Exercise directions = Check every line of the data for the word "СЕВАСТОПОЛЬСКАЯ", and copy those that have it.

Stored data =
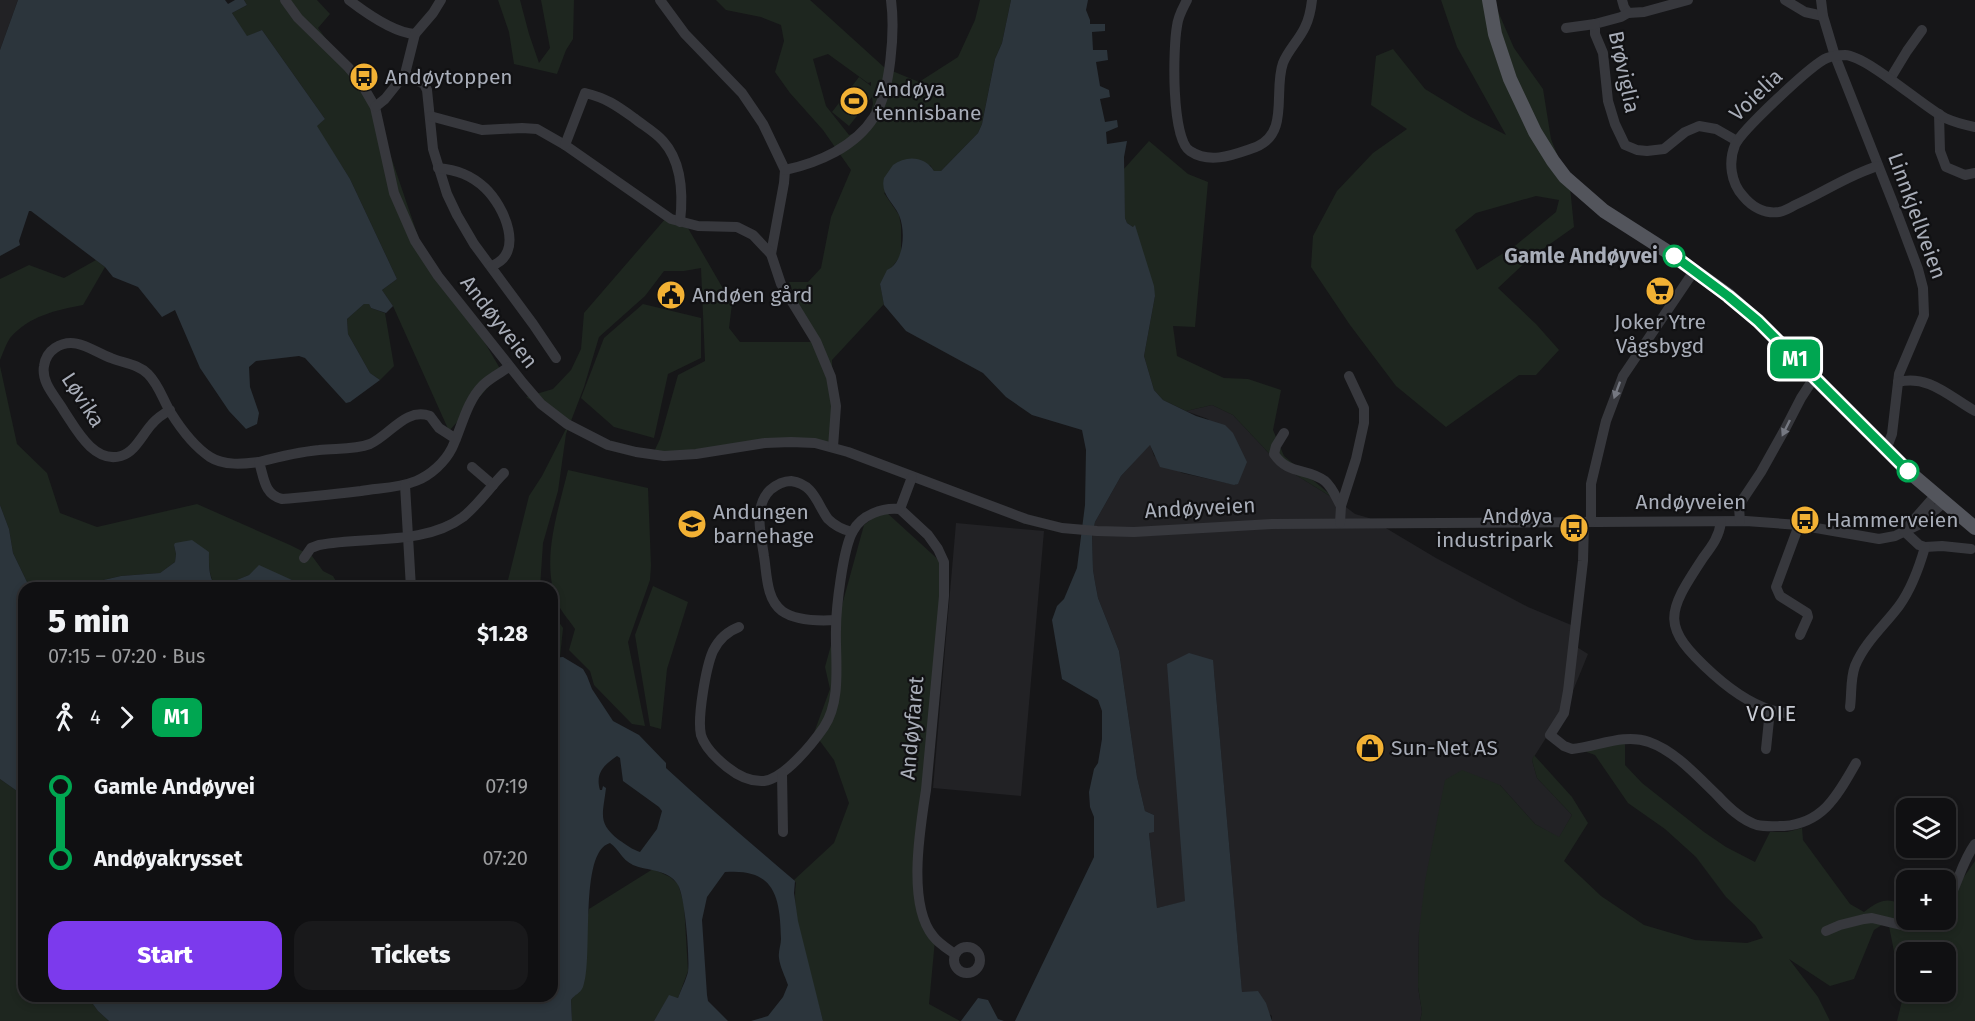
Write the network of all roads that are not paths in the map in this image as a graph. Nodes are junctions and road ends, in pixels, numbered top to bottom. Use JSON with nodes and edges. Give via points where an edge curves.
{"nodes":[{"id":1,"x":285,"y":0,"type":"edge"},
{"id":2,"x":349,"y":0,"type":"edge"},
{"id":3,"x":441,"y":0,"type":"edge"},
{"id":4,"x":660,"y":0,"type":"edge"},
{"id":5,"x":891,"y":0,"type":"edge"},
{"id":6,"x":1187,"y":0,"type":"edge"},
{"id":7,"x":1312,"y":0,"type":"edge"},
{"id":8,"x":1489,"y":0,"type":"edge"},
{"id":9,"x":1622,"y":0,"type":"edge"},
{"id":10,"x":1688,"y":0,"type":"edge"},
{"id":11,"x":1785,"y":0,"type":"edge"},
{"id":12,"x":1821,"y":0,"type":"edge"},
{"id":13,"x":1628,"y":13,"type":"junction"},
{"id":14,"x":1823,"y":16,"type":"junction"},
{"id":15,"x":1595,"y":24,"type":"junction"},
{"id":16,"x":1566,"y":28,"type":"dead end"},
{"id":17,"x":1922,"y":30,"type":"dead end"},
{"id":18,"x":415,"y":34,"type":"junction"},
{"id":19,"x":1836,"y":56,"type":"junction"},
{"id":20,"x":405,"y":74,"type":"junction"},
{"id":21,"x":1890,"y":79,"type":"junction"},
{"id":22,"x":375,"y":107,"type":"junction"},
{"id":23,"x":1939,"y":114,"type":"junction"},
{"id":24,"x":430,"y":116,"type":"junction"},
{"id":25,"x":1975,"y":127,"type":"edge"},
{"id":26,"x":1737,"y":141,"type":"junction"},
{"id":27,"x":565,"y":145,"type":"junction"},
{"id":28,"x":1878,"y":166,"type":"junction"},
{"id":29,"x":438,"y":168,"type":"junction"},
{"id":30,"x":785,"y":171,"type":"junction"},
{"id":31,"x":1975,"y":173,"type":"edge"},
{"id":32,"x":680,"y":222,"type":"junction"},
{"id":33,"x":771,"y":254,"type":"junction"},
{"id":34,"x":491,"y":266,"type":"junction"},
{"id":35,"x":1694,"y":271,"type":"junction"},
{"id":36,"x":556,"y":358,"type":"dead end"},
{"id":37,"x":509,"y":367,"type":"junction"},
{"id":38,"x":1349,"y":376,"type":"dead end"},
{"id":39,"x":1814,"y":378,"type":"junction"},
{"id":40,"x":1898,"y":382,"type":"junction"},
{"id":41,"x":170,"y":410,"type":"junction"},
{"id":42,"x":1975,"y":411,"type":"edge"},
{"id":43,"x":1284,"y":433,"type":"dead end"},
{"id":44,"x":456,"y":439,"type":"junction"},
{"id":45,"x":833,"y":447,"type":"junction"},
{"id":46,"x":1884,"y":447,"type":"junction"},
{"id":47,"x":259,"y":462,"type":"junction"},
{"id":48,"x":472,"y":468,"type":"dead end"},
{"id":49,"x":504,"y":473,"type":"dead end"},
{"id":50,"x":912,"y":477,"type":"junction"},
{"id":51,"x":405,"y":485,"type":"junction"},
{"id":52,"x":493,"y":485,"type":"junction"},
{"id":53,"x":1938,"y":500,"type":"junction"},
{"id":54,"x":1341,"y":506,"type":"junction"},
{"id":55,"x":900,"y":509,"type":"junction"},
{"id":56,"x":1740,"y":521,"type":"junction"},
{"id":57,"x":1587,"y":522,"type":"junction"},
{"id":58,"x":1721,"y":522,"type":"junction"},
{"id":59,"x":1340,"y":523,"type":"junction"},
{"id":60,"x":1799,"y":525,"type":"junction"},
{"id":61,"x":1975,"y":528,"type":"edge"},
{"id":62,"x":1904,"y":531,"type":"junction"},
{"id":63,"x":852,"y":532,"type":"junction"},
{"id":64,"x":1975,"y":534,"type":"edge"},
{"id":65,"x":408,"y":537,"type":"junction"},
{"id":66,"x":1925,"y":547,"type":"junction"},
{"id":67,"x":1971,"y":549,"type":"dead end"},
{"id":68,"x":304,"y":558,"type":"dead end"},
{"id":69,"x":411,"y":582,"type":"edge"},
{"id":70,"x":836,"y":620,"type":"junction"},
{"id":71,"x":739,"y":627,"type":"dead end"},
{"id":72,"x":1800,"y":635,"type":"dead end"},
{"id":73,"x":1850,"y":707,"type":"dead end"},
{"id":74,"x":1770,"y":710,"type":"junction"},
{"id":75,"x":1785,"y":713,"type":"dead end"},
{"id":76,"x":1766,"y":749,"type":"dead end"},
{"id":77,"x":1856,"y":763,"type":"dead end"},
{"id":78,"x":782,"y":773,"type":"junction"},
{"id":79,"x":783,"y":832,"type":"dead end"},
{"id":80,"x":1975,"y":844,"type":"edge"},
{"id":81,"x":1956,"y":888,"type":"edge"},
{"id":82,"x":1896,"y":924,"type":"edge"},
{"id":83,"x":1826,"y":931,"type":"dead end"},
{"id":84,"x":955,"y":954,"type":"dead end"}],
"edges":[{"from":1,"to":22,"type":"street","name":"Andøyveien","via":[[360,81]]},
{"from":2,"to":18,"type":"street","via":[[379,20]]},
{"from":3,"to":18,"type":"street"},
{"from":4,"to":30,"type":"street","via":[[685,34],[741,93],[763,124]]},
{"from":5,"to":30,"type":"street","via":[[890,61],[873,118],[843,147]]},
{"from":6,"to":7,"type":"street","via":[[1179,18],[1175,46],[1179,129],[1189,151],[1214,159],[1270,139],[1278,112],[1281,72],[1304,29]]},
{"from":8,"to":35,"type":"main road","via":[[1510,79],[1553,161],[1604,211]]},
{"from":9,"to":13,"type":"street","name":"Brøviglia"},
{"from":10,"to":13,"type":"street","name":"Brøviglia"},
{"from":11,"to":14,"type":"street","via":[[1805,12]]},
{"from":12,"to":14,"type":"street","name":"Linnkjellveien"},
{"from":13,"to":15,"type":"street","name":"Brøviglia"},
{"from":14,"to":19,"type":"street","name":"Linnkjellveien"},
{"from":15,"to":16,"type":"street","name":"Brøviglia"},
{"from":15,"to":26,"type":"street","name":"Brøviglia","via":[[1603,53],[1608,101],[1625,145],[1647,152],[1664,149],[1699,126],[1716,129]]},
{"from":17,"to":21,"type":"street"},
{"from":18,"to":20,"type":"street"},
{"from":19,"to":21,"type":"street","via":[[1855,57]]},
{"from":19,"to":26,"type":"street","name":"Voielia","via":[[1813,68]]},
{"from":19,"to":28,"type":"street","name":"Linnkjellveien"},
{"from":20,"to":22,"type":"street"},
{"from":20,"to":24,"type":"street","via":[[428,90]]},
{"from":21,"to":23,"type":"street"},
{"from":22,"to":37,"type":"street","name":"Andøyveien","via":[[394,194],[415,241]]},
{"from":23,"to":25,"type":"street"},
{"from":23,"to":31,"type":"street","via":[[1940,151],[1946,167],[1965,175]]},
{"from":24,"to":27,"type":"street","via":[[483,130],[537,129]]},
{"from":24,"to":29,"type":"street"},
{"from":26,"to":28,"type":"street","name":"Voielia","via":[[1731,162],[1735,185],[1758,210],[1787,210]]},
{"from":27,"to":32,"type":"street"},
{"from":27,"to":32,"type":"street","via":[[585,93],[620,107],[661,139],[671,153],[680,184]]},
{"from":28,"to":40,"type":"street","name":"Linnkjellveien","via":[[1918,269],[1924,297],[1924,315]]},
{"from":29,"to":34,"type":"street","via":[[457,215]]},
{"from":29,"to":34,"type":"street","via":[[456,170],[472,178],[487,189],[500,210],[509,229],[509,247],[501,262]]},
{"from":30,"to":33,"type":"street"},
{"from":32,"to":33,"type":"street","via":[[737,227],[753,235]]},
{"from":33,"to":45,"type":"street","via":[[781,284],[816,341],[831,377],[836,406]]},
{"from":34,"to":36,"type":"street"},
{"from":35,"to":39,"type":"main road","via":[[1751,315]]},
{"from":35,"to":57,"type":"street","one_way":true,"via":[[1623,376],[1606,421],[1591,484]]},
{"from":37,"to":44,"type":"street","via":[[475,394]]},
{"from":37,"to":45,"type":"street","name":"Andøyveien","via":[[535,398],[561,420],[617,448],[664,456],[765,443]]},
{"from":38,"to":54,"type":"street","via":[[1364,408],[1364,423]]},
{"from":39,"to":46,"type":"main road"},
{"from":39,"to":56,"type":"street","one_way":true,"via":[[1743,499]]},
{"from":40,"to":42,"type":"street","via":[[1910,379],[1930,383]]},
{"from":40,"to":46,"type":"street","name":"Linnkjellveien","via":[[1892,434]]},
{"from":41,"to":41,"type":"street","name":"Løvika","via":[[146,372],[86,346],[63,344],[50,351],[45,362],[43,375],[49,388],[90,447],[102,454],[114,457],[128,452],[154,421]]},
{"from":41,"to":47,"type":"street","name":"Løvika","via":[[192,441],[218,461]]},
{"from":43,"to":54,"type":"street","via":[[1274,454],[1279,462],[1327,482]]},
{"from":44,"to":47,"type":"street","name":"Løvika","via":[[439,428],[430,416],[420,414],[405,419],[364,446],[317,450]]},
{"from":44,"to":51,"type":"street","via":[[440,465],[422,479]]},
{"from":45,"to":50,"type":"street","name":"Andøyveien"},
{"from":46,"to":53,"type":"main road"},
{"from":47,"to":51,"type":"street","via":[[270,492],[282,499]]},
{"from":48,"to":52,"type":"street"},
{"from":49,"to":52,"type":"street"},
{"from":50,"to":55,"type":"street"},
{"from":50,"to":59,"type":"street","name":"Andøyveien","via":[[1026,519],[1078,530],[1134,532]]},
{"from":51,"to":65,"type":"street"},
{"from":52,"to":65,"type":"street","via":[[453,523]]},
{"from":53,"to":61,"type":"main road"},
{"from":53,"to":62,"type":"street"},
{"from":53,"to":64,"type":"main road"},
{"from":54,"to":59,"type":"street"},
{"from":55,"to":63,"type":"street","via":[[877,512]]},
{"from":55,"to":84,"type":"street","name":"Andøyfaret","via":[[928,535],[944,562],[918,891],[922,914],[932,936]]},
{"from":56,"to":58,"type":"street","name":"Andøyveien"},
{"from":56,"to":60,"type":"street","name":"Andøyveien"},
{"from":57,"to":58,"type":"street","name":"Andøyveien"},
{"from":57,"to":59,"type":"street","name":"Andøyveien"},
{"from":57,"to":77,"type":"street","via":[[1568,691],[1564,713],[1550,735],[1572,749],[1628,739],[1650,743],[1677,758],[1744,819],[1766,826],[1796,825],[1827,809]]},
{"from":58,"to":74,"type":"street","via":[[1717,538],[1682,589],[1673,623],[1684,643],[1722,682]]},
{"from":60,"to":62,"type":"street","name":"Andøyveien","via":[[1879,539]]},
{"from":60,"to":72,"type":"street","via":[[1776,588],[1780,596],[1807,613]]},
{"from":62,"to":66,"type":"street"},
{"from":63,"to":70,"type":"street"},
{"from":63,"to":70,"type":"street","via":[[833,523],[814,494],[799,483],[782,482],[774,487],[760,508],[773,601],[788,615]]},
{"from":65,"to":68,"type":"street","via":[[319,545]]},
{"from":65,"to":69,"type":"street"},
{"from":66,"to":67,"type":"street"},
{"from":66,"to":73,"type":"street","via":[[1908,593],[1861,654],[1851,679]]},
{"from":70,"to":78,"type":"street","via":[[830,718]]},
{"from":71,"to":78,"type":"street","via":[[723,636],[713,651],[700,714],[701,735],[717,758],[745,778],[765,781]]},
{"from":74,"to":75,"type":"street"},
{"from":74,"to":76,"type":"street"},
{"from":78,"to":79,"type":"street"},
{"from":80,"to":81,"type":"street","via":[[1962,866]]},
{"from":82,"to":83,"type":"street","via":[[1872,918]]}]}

--

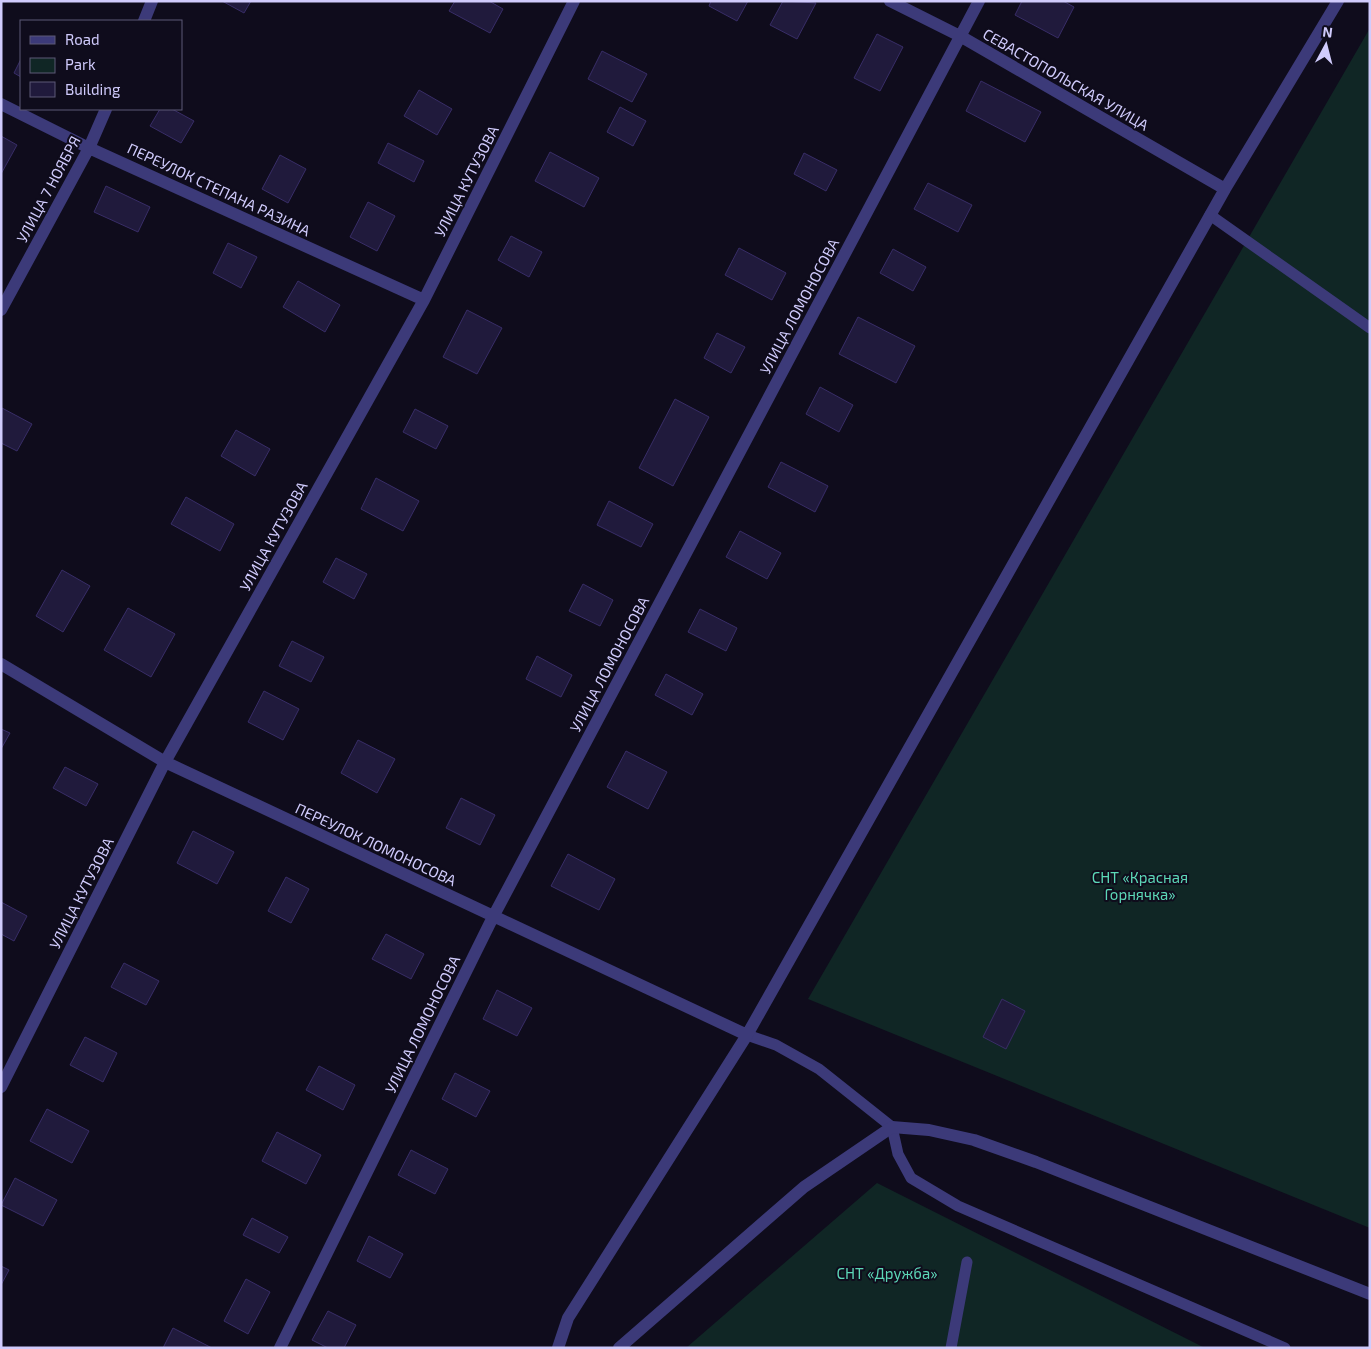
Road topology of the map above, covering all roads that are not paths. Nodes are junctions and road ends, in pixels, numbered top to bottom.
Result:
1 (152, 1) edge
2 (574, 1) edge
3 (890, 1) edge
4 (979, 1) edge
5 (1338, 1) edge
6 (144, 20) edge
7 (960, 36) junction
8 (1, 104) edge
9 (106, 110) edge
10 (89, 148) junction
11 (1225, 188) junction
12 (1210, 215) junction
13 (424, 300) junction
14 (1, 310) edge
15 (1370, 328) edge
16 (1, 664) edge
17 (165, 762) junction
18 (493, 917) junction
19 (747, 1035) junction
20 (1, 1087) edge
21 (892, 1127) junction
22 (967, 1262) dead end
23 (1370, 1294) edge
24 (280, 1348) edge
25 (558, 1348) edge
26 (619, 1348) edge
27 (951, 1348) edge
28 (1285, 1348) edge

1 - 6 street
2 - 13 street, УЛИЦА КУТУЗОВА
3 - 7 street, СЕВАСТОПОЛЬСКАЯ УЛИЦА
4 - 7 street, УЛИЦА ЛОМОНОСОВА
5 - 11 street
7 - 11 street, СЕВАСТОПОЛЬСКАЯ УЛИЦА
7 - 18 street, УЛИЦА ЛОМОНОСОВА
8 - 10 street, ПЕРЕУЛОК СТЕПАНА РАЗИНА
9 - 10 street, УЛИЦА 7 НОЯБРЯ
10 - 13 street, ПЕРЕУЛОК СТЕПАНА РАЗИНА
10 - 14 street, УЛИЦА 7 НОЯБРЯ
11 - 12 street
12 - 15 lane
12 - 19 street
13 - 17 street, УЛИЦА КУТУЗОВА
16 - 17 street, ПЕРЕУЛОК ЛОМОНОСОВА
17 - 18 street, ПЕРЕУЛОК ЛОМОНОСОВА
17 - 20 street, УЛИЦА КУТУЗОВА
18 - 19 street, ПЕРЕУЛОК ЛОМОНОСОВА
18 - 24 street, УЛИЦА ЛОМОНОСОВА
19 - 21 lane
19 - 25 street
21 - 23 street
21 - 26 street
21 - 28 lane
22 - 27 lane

Written response =
3 - 7 street, СЕВАСТОПОЛЬСКАЯ УЛИЦА
7 - 11 street, СЕВАСТОПОЛЬСКАЯ УЛИЦА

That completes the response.